───── DATA
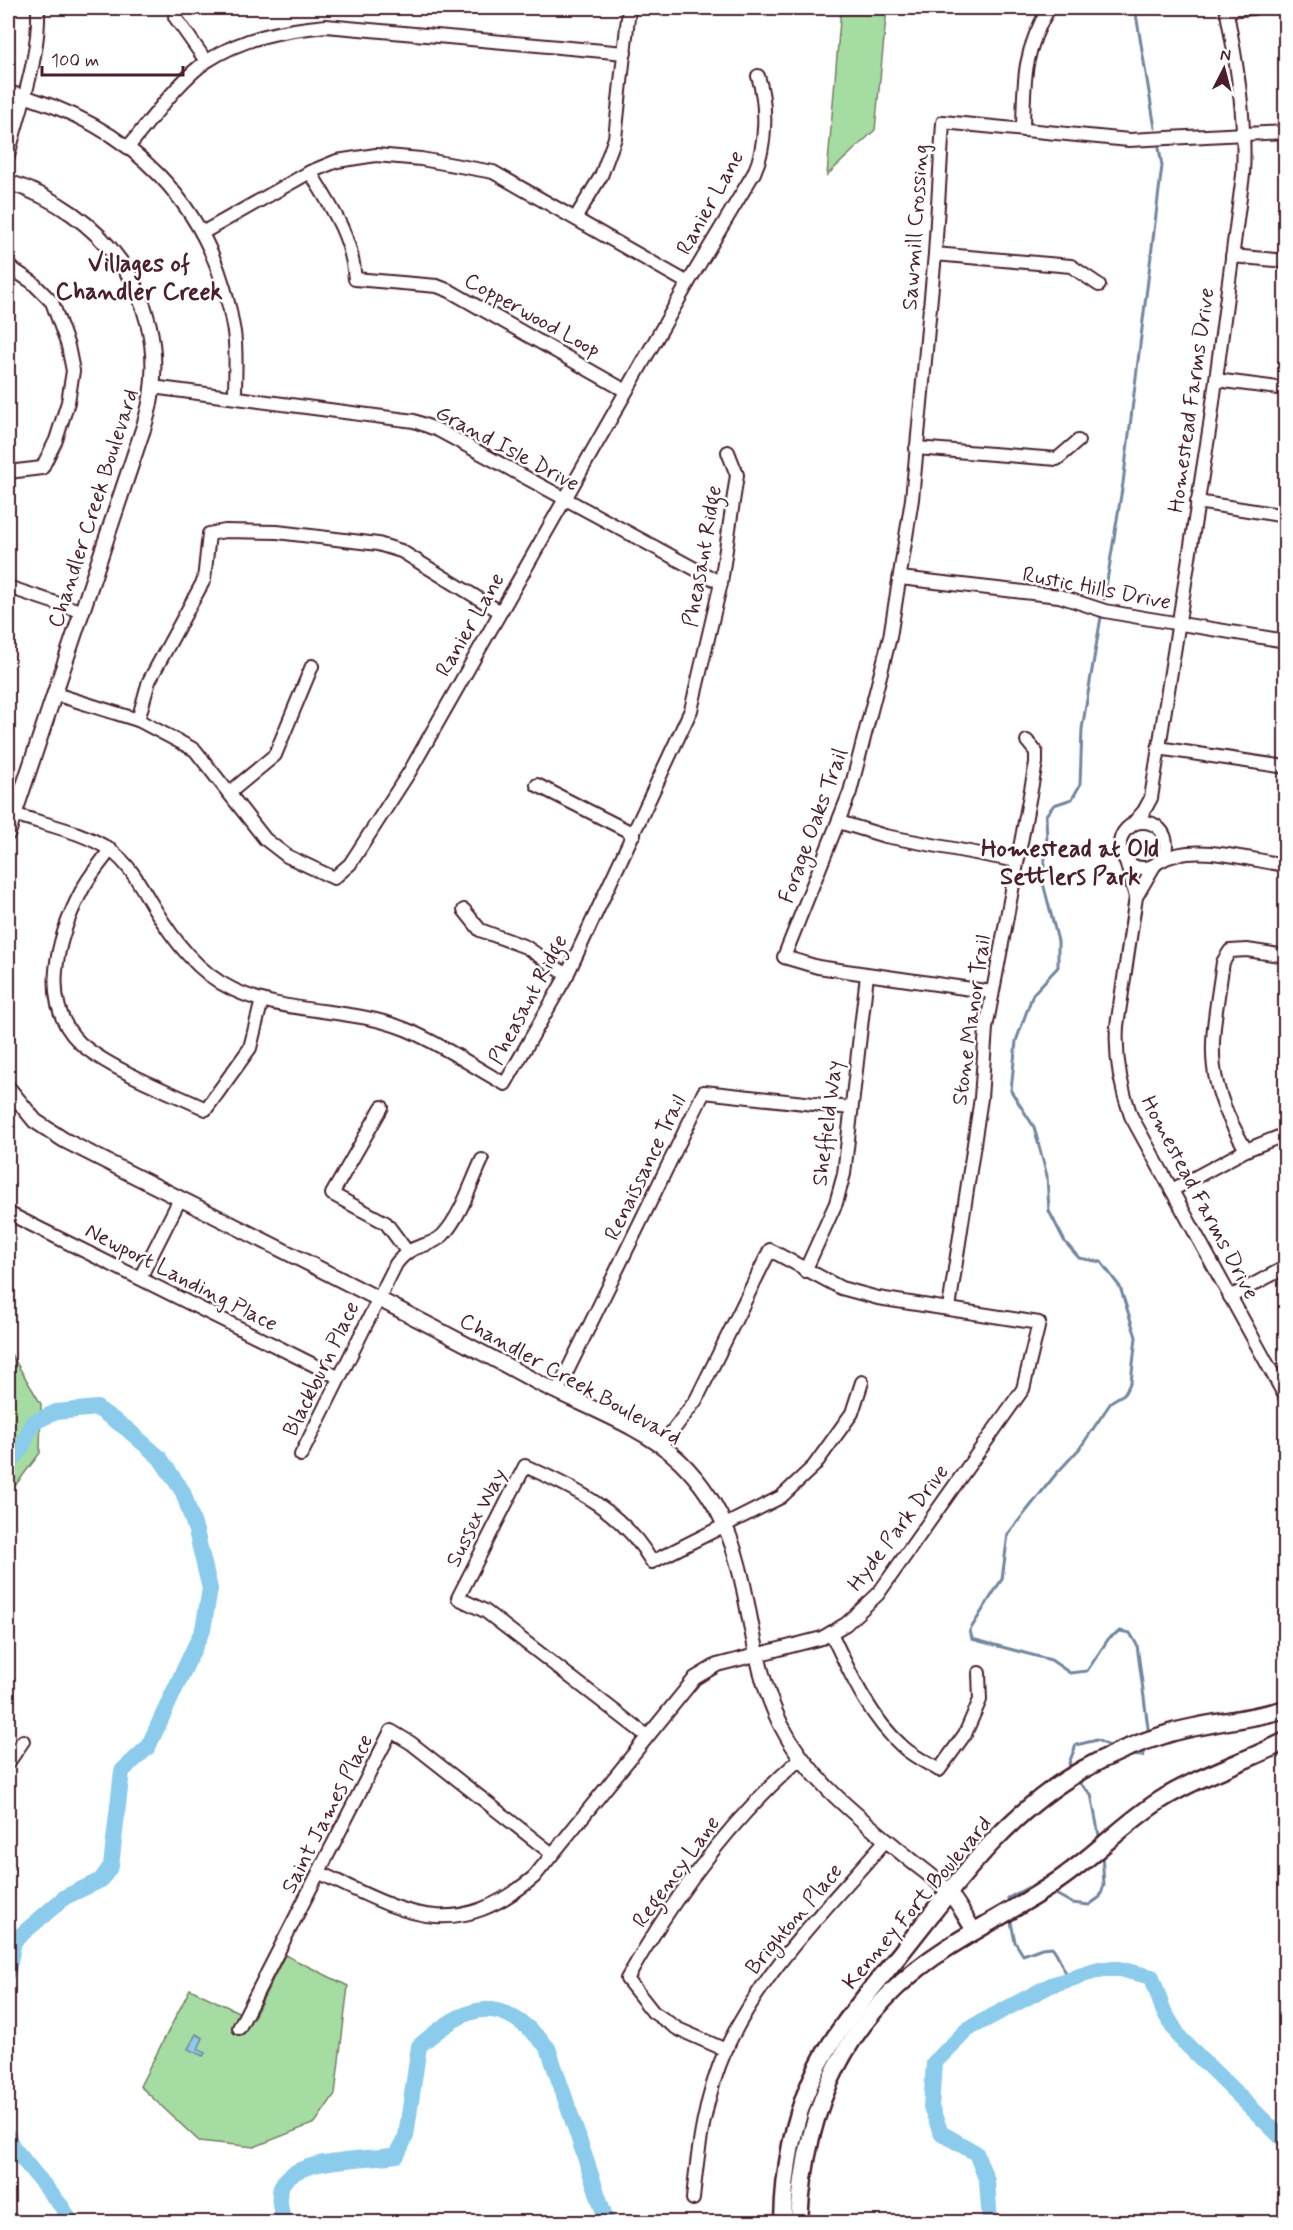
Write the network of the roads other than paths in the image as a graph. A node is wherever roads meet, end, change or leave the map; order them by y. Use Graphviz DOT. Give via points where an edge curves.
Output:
graph roads {
  1 [pos="38,8"];
  2 [pos="629,8"];
  3 [pos="1049,8"];
  4 [pos="1253,8"];
  5 [pos="1227,9"];
  6 [pos="175,17"];
  7 [pos="625,53"];
  8 [pos="206,61"];
  9 [pos="758,75"];
  10 [pos="8,92"];
  11 [pos="23,96"];
  12 [pos="1023,130"];
  13 [pos="1286,132"];
  14 [pos="1245,134"];
  15 [pos="129,146"];
  16 [pos="8,156"];
  17 [pos="310,172"];
  18 [pos="8,182"];
  19 [pos="576,217"];
  20 [pos="202,233"];
  21 [pos="934,254"];
  22 [pos="1232,256"];
  23 [pos="1286,261"];
  24 [pos="8,266"];
  25 [pos="688,283"];
  26 [pos="1099,285"];
  27 [pos="1216,380"];
  28 [pos="152,387"];
  29 [pos="1286,389"];
  30 [pos="626,391"];
  31 [pos="235,396"];
  32 [pos="1078,441"];
  33 [pos="916,448"];
  34 [pos="728,452"];
  35 [pos="8,472"];
  36 [pos="912,499"];
  37 [pos="566,500"];
  38 [pos="1197,502"];
  39 [pos="1286,516"];
  40 [pos="900,578"];
  41 [pos="721,583"];
  42 [pos="8,586"];
  43 [pos="80,611"];
  44 [pos="499,611"];
  45 [pos="1178,625"];
  46 [pos="1286,641"];
  47 [pos="312,666"];
  48 [pos="55,694"];
  49 [pos="138,720"];
  50 [pos="1027,741"];
  51 [pos="1158,748"];
  52 [pos="1286,767"];
  53 [pos="537,785"];
  54 [pos="229,793"];
  55 [pos="1151,798"];
  56 [pos="10,813"];
  57 [pos="839,822"];
  58 [pos="1130,827"];
  59 [pos="1161,831"];
  60 [pos="8,832"];
  61 [pos="634,834"];
  62 [pos="110,850"];
  63 [pos="1191,852"];
  64 [pos="1017,861"];
  65 [pos="1126,861"];
  66 [pos="1157,863"];
  67 [pos="1286,865"];
  68 [pos="1137,897"];
  69 [pos="464,910"];
  70 [pos="1286,956"];
  71 [pos="567,975"];
  72 [pos="867,975"];
  73 [pos="992,992"];
  74 [pos="262,1000"];
  75 [pos="8,1088"];
  76 [pos="382,1107"];
  77 [pos="850,1108"];
  78 [pos="1286,1134"];
  79 [pos="1246,1150"];
  80 [pos="482,1160"];
  81 [pos="1172,1191"];
  82 [pos="180,1199"];
  83 [pos="8,1213"];
  84 [pos="406,1250"];
  85 [pos="1286,1267"];
  86 [pos="806,1271"];
  87 [pos="140,1278"];
  88 [pos="1230,1297"];
  89 [pos="378,1299"];
  90 [pos="949,1308"];
  91 [pos="338,1377"];
  92 [pos="862,1382"];
  93 [pos="557,1392"];
  94 [pos="1286,1398"];
  95 [pos="661,1446"];
  96 [pos="301,1455"];
  97 [pos="727,1527"];
  98 [pos="831,1633"];
  99 [pos="759,1654"];
  100 [pos="979,1673"];
  101 [pos="1286,1709"];
  102 [pos="647,1736"];
  103 [pos="23,1741"];
  104 [pos="1286,1741"];
  105 [pos="801,1758"];
  106 [pos="8,1763"];
  107 [pos="886,1840"];
  108 [pos="551,1853"];
  109 [pos="320,1873"];
  110 [pos="949,1893"];
  111 [pos="979,1929"];
  112 [pos="239,2028"];
  113 [pos="726,2050"];
  114 [pos="693,2199"];
  115 [pos="783,2223"];
  116 [pos="800,2223"];
  1 -- 11 [label="street" via="36,52"];
  2 -- 7 [label="street"];
  3 -- 12 [label="street" via="1034,34 1025,70"];
  4 -- 5 [label="street"];
  5 -- 14 [label="street, Homestead Farms Drive"];
  6 -- 8 [label="street"];
  7 -- 8 [label="street" via="326,26 280,31"];
  7 -- 19 [label="street" via="609,160"];
  8 -- 15 [label="street"];
  9 -- 25 [label="street, Ranier Lane" via="764,95 759,161 726,224"];
  10 -- 11 [label="street"];
  11 -- 15 [label="street" via="68,111"];
  11 -- 16 [label="street"];
  12 -- 14 [label="street, Sawmill Crossing" via="1129,140"];
  12 -- 21 [label="street, Sawmill Crossing" via="943,122"];
  13 -- 14 [label="street, Sawmill Crossing"];
  14 -- 22 [label="street, Homestead Farms Drive"];
  15 -- 20 [label="street" via="178,196"];
  17 -- 19 [label="street" via="338,161 376,155 464,165 493,172"];
  17 -- 20 [label="street"];
  17 -- 30 [label="street, Copperwood Loop" via="340,223 353,254 355,279 437,286 450,291"];
  18 -- 28 [label="street, Chandler Creek Boulevard" via="67,209 99,233 115,253 139,296 148,324"];
  19 -- 25 [label="street"];
  20 -- 31 [label="street" via="229,308 234,334"];
  21 -- 26 [label="street" via="1071,266"];
  21 -- 33 [label="street, Sawmill Crossing"];
  22 -- 23 [label="street"];
  22 -- 27 [label="street, Homestead Farms Drive"];
  24 -- 35 [label="street" via="52,302 73,371 56,440 42,468"];
  25 -- 30 [label="street, Ranier Lane"];
  27 -- 29 [label="street"];
  27 -- 38 [label="street, Homestead Farms Drive"];
  28 -- 31 [label="street, Grand Isle Drive"];
  28 -- 43 [label="street, Chandler Creek Boulevard" via="139,441"];
  30 -- 37 [label="street, Ranier Lane"];
  31 -- 37 [label="street, Grand Isle Drive" via="414,421 438,430"];
  32 -- 33 [label="street" via="1057,459"];
  33 -- 36 [label="street, Sawmill Crossing"];
  34 -- 41 [label="street, Pheasant Ridge" via="737,475"];
  36 -- 40 [label="street, Forage Oaks Trail"];
  37 -- 41 [label="street, Grand Isle Drive"];
  37 -- 44 [label="street, Ranier Lane"];
  38 -- 39 [label="street"];
  38 -- 45 [label="street, Homestead Farms Drive"];
  40 -- 45 [label="street, Rustic Hills Drive" via="1059,596 1105,611"];
  40 -- 57 [label="street, Forage Oaks Trail" via="869,724"];
  41 -- 61 [label="street, Pheasant Ridge" via="691,710"];
  42 -- 43 [label="street"];
  43 -- 48 [label="street, Chandler Creek Boulevard"];
  44 -- 49 [label="street" via="401,551 378,544 277,532 209,534 204,580 150,681"];
  44 -- 54 [label="street, Ranier Lane" via="410,771 350,864 334,878 287,856 265,839"];
  45 -- 46 [label="street, Rustic Hills Drive"];
  45 -- 51 [label="street, Homestead Farms Drive"];
  47 -- 54 [label="street" via="275,755"];
  48 -- 49 [label="street, Ranier Lane"];
  48 -- 56 [label="street, Chandler Creek Boulevard"];
  49 -- 54 [label="street, Ranier Lane" via="195,750"];
  50 -- 64 [label="street, Stone Manor Trail" via="1036,752 1036,763"];
  51 -- 52 [label="street"];
  51 -- 55 [label="street, Homestead Farms Drive"];
  53 -- 61 [label="street"];
  55 -- 58 [label="street, Homestead Farms Drive"];
  55 -- 59 [label="street, Homestead Farms Drive"];
  56 -- 60 [label="street, Chandler Creek Boulevard"];
  56 -- 62 [label="street, Pheasant Ridge"];
  57 -- 64 [label="street" via="885,836"];
  57 -- 72 [label="street, Forage Oaks Trail" via="784,957"];
  58 -- 59 [label="street" via="1144,823"];
  58 -- 65 [label="street, Homestead Farms Drive" via="1121,840"];
  59 -- 63 [label="street"];
  59 -- 66 [label="street, Homestead Farms Drive" via="1166,848"];
  61 -- 71 [label="street, Pheasant Ridge"];
  62 -- 74 [label="street, Pheasant Ridge" via="132,872 179,945 214,979"];
  62 -- 74 [label="street" via="81,890 65,932 56,972 55,993 63,1018 80,1042 107,1061 206,1109 250,1048"];
  63 -- 66 [label="street" via="1174,854"];
  63 -- 67 [label="street"];
  64 -- 73 [label="street, Stone Manor Trail"];
  65 -- 66 [label="street" via="1140,868"];
  65 -- 68 [label="street, Homestead Farms Drive"];
  66 -- 68 [label="street, Homestead Farms Drive"];
  68 -- 81 [label="street, Homestead Farms Drive" via="1117,1026 1117,1061 1131,1116"];
  69 -- 71 [label="street" via="480,930 526,947"];
  70 -- 79 [label="street" via="1238,949 1230,951 1223,962 1212,1067 1222,1106"];
  71 -- 74 [label="street, Pheasant Ridge" via="505,1084 405,1029"];
  72 -- 73 [label="street, Forage Oaks Trail"];
  72 -- 77 [label="street, Sheffield Way"];
  73 -- 90 [label="street, Stone Manor Trail" via="971,1174"];
  75 -- 82 [label="street, Chandler Creek Boulevard" via="28,1114 48,1131"];
  76 -- 84 [label="street" via="332,1194 386,1223"];
  77 -- 86 [label="street, Sheffield Way" via="840,1191"];
  77 -- 93 [label="street, Renaissance Trail" via="704,1092"];
  78 -- 79 [label="street"];
  79 -- 81 [label="street"];
  80 -- 84 [label="street" via="442,1236"];
  81 -- 88 [label="street, Homestead Farms Drive"];
  82 -- 87 [label="street"];
  82 -- 89 [label="street, Chandler Creek Boulevard"];
  83 -- 87 [label="street, Newport Landing Place"];
  84 -- 89 [label="street, Blackburn Place"];
  85 -- 88 [label="street"];
  86 -- 90 [label="street, Hyde Park Drive" via="841,1288 878,1298"];
  86 -- 95 [label="street, Hyde Park Drive" via="770,1250 696,1400"];
  87 -- 91 [label="street, Newport Landing Place"];
  88 -- 94 [label="street, Homestead Farms Drive"];
  89 -- 91 [label="street, Blackburn Place"];
  89 -- 93 [label="street, Chandler Creek Boulevard"];
  90 -- 98 [label="street, Hyde Park Drive" via="1039,1323 1023,1389 878,1594"];
  91 -- 96 [label="street, Blackburn Place"];
  92 -- 97 [label="street" via="852,1413 814,1466 781,1497"];
  93 -- 95 [label="street, Chandler Creek Boulevard"];
  95 -- 97 [label="street, Chandler Creek Boulevard" via="696,1479"];
  97 -- 99 [label="street, Chandler Creek Boulevard"];
  97 -- 102 [label="street, Sussex Way" via="652,1562 622,1521 602,1506 525,1466 458,1598 485,1611"];
  98 -- 99 [label="street, Hyde Park Drive"];
  98 -- 100 [label="street" via="878,1720 904,1748 939,1770 965,1734 980,1700"];
  99 -- 102 [label="street, Hyde Park Drive" via="717,1665 695,1678"];
  99 -- 105 [label="street, Chandler Creek Boulevard" via="776,1713"];
  101 -- 110 [label="main road, Kenney Fort Boulevard" via="1180,1731 1106,1757 1051,1791 1008,1826"];
  102 -- 108 [label="street, Hyde Park Drive"];
  103 -- 106 [label="street"];
  104 -- 111 [label="main road, Kenney Fort Boulevard" via="1185,1785 1131,1821 1058,1881"];
  105 -- 107 [label="street, Chandler Creek Boulevard" via="837,1799"];
  105 -- 113 [label="street, Regency Lane" via="762,1792 706,1859 662,1917 627,1979 653,2012 678,2029"];
  107 -- 110 [label="street, Chandler Creek Boulevard"];
  107 -- 113 [label="street, Brighton Place" via="768,1976"];
  108 -- 109 [label="street, Hyde Park Drive" via="534,1877 510,1897 469,1914 442,1917 394,1908"];
  108 -- 109 [label="street, Saint James Place" via="391,1731"];
  109 -- 112 [label="street, Saint James Place"];
  110 -- 111 [label="street, Chandler Creek Boulevard"];
  110 -- 115 [label="main road, Kenney Fort Boulevard" via="852,2014 811,2080 789,2150"];
  111 -- 116 [label="main road, Kenney Fort Boulevard" via="894,1988 840,2061 821,2099 809,2138"];
  113 -- 114 [label="street, Brighton Place" via="700,2131"];
}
──────────
EXERCISE: Each line above with the word "Oaks" needs to be copied.

ANSWER TO THIS EXERCISE:
  36 -- 40 [label="street, Forage Oaks Trail"];
  40 -- 57 [label="street, Forage Oaks Trail" via="869,724"];
  57 -- 72 [label="street, Forage Oaks Trail" via="784,957"];
  72 -- 73 [label="street, Forage Oaks Trail"];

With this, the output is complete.